(Stored data entries)

=== Section Start ===

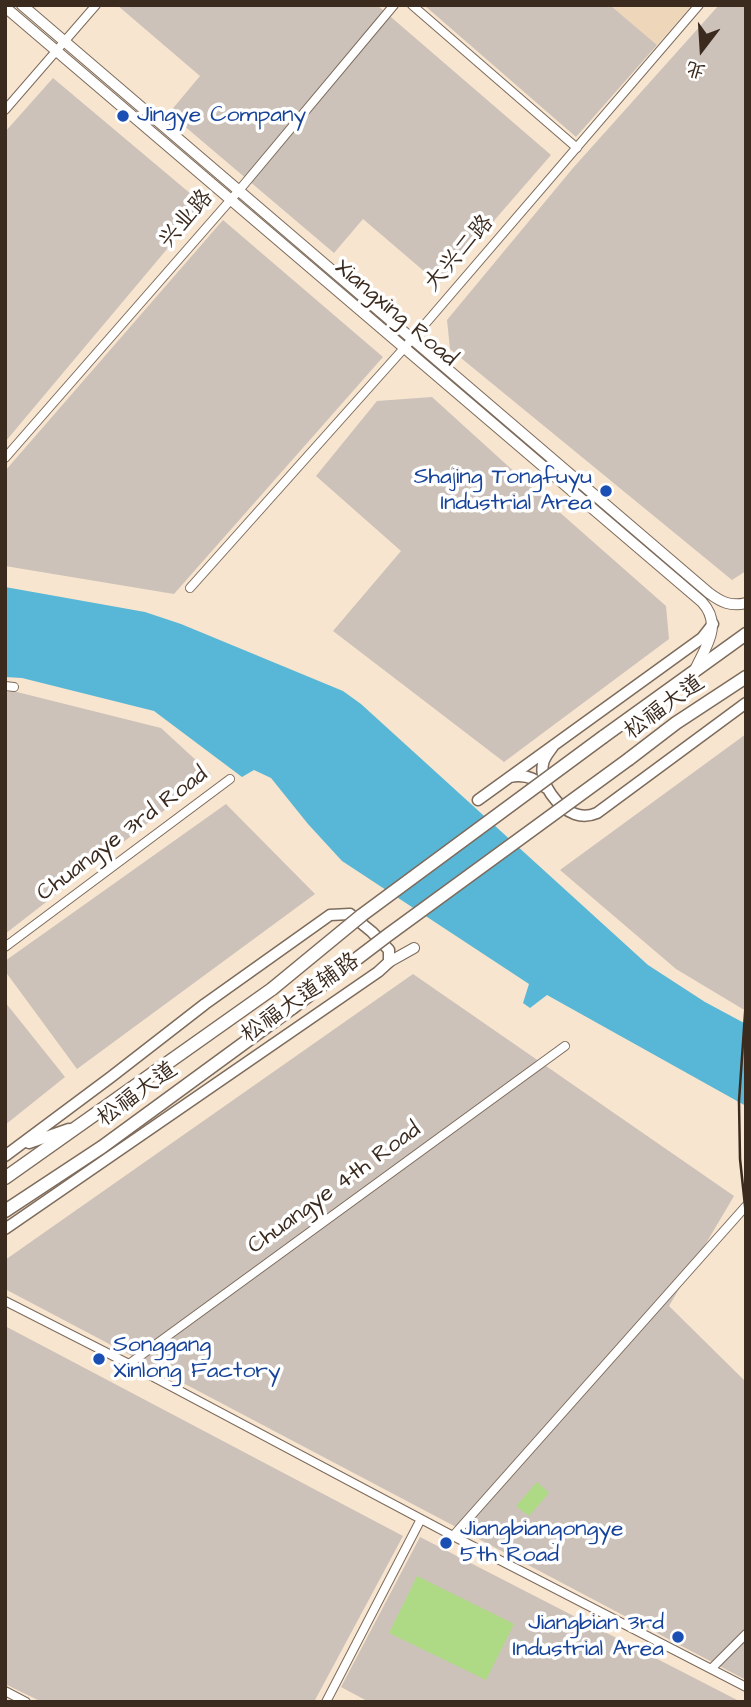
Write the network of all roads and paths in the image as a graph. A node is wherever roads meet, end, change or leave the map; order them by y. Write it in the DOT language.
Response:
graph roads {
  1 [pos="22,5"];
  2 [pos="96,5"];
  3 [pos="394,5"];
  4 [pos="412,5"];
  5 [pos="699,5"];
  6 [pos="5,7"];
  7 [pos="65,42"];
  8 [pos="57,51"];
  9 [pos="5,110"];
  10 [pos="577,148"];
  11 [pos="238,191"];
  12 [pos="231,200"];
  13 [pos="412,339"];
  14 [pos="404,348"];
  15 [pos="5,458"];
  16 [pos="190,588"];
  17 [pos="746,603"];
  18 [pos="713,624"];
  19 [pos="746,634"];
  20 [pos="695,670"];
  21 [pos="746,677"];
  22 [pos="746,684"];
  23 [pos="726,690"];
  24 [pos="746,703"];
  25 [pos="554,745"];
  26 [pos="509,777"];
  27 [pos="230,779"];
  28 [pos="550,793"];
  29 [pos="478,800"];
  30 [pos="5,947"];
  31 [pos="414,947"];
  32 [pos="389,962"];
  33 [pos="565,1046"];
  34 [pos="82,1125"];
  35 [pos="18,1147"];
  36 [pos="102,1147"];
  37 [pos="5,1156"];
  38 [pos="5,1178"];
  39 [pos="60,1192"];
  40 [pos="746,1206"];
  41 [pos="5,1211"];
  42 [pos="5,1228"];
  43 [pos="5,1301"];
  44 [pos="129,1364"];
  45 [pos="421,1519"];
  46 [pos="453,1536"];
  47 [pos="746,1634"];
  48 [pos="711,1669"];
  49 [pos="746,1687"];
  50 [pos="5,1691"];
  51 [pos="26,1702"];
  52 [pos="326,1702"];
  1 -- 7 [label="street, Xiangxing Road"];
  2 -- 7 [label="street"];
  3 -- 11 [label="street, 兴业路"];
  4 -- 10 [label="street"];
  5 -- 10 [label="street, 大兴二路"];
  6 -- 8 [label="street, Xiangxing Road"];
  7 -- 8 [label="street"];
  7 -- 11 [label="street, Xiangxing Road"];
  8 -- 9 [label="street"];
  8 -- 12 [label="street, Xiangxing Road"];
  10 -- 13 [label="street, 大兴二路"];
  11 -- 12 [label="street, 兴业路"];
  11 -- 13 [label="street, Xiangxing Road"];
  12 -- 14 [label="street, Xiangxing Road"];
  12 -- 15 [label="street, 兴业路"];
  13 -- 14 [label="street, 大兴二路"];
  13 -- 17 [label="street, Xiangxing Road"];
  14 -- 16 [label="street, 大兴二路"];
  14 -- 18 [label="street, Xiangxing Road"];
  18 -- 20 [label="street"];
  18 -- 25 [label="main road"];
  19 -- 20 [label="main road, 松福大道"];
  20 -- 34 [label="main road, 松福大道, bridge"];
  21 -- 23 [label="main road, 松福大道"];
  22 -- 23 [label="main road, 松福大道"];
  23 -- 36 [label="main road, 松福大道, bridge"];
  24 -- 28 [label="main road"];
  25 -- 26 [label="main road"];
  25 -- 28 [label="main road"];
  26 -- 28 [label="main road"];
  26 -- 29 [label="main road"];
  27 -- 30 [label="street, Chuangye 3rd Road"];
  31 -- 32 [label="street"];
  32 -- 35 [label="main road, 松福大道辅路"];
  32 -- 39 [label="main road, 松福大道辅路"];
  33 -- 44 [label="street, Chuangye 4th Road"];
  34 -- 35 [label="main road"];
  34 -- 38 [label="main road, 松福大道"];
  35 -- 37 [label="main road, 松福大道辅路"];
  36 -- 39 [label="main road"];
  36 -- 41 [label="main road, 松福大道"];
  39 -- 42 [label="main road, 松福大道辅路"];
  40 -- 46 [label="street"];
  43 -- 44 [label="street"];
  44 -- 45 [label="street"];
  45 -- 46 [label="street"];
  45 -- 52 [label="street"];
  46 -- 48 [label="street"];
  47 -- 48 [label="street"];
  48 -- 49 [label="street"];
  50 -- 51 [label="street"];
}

=== Section End ===
=== Section Start ===

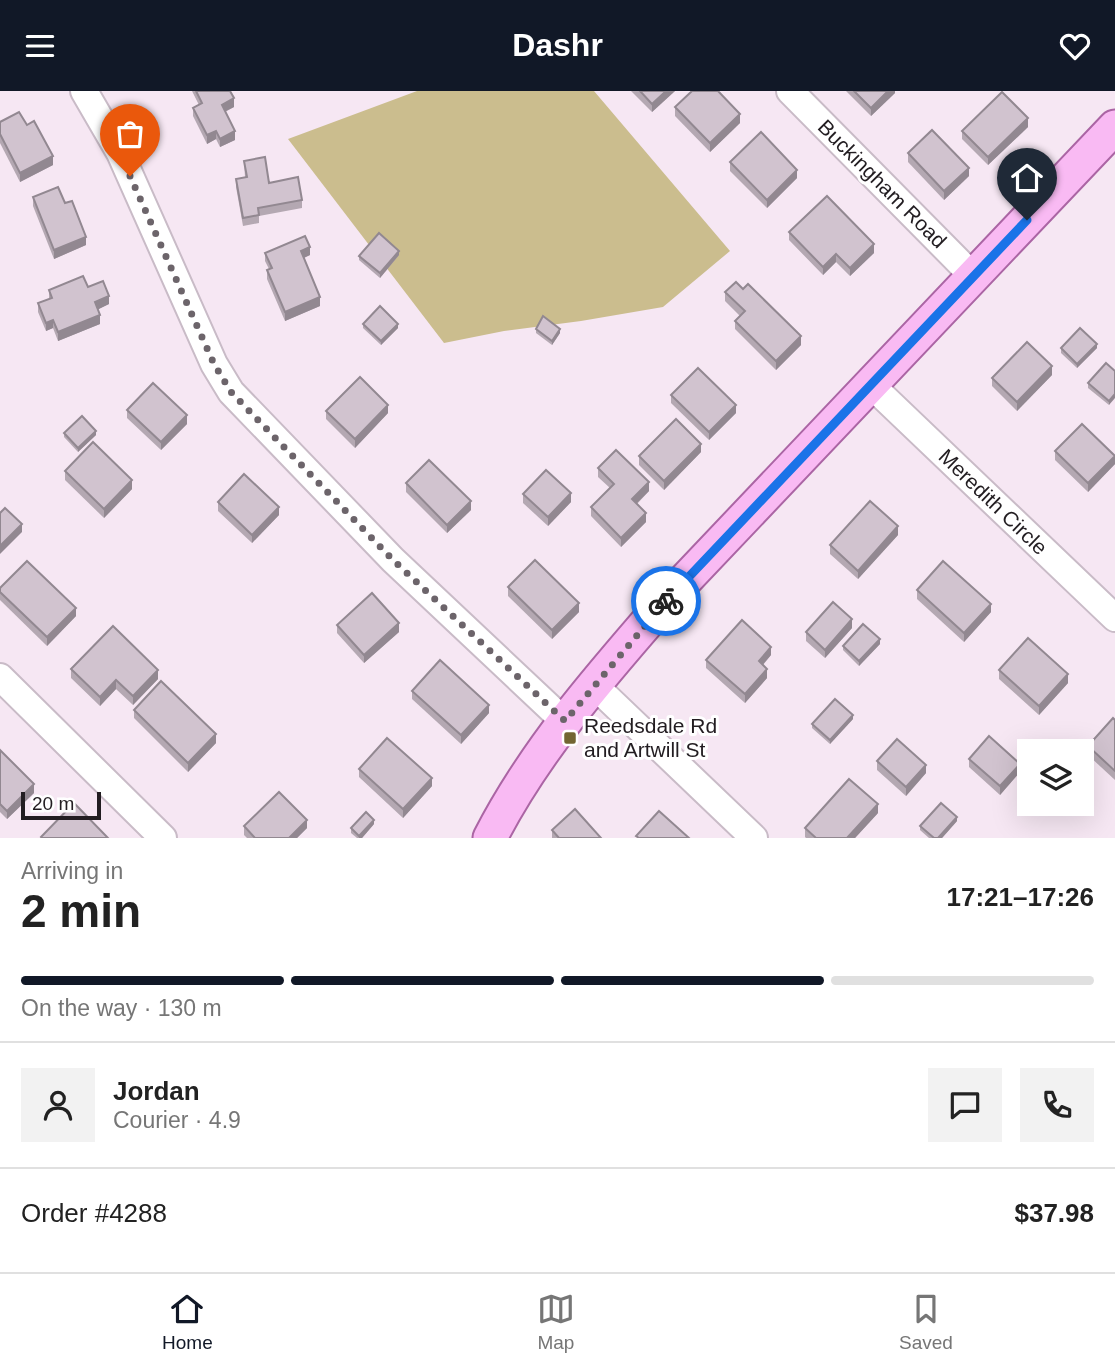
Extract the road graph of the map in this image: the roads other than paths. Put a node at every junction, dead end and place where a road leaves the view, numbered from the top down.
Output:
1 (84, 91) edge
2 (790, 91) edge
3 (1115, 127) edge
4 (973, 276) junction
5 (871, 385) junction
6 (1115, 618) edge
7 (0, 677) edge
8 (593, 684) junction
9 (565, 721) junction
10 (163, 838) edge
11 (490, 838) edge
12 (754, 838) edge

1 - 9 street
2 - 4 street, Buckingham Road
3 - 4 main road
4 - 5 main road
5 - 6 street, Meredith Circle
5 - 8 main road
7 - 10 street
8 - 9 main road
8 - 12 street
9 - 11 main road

=== Section End ===

▸ Activity: Return, from the data, each line where the string "image" occurs.

▸ Problem solution:
Write the network of all roads and paths in the image as a graph. A node is wherever roads meet, end, change or leave the map; order them by y. Write it in the DOT language.
Extract the road graph of the map in this image: the roads other than paths. Put a node at every junction, dead end and place where a road leaves the view, numbered from the top down.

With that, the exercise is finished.